What is being asked =
Go through the data below. List every line that holds the word "down".

(Extracted records)
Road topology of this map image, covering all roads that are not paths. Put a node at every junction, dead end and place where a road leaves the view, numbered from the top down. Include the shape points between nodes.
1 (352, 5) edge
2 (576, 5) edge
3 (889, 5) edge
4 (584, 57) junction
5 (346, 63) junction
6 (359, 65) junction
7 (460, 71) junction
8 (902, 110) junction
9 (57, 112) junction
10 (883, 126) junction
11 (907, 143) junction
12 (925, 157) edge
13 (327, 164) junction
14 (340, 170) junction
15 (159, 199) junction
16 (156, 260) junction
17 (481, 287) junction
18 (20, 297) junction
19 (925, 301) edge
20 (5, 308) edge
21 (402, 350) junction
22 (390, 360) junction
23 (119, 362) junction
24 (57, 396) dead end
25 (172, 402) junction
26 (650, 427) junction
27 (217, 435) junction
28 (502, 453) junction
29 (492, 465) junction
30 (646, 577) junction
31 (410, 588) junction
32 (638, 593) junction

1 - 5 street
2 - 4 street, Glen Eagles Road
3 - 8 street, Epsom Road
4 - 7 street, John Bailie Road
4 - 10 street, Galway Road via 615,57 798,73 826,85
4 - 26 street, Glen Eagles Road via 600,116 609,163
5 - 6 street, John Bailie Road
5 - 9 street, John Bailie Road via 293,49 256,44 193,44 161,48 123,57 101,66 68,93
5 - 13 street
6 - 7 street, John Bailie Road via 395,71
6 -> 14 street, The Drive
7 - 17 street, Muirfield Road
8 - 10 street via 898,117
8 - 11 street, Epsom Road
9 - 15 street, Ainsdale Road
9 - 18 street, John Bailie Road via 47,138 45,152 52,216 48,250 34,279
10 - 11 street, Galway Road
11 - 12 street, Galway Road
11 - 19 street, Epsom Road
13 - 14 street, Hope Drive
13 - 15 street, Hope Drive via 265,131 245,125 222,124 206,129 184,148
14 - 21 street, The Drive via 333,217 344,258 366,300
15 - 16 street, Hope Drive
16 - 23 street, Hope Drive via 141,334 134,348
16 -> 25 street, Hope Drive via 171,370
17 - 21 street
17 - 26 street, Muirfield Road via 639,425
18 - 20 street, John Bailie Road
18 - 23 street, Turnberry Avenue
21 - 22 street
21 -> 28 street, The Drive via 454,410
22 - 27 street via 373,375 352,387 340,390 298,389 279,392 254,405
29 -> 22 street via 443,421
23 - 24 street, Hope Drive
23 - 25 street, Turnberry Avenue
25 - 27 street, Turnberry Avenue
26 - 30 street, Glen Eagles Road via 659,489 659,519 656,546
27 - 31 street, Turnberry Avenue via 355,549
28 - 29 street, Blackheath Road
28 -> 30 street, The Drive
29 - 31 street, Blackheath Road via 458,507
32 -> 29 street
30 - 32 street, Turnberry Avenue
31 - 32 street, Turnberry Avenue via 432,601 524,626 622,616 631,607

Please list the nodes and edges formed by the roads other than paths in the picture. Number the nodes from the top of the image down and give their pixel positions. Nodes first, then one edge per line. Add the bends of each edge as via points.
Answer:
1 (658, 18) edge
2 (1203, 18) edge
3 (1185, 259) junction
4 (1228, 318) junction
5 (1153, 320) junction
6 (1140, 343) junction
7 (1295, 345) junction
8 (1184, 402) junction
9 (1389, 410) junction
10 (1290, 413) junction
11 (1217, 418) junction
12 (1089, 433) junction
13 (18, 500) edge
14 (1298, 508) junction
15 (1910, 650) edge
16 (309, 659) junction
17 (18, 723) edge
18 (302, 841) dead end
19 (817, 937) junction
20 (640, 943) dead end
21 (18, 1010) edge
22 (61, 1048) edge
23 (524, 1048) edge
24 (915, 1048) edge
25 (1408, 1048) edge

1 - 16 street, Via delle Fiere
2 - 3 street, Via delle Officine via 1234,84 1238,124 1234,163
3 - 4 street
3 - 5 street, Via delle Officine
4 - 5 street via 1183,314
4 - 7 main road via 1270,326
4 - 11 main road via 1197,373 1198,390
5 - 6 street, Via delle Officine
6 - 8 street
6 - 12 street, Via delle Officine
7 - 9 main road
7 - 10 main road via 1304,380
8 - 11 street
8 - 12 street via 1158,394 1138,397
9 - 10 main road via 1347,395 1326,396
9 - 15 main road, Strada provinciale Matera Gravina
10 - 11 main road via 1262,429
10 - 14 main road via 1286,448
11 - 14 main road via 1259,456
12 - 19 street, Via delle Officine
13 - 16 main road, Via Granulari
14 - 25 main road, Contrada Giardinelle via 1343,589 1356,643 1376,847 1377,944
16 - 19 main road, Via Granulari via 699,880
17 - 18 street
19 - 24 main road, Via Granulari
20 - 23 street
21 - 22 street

Response below =
Road topology of this map image, covering all roads that are not paths. Put a node at every junction, dead end and place where a road leaves the view, numbered from the top down. Include the shape points between nodes.
Please list the nodes and edges formed by the roads other than paths in the picture. Number the nodes from the top of the image down and give their pixel positions. Nodes first, then one edge per line. Add the bends of each edge as via points.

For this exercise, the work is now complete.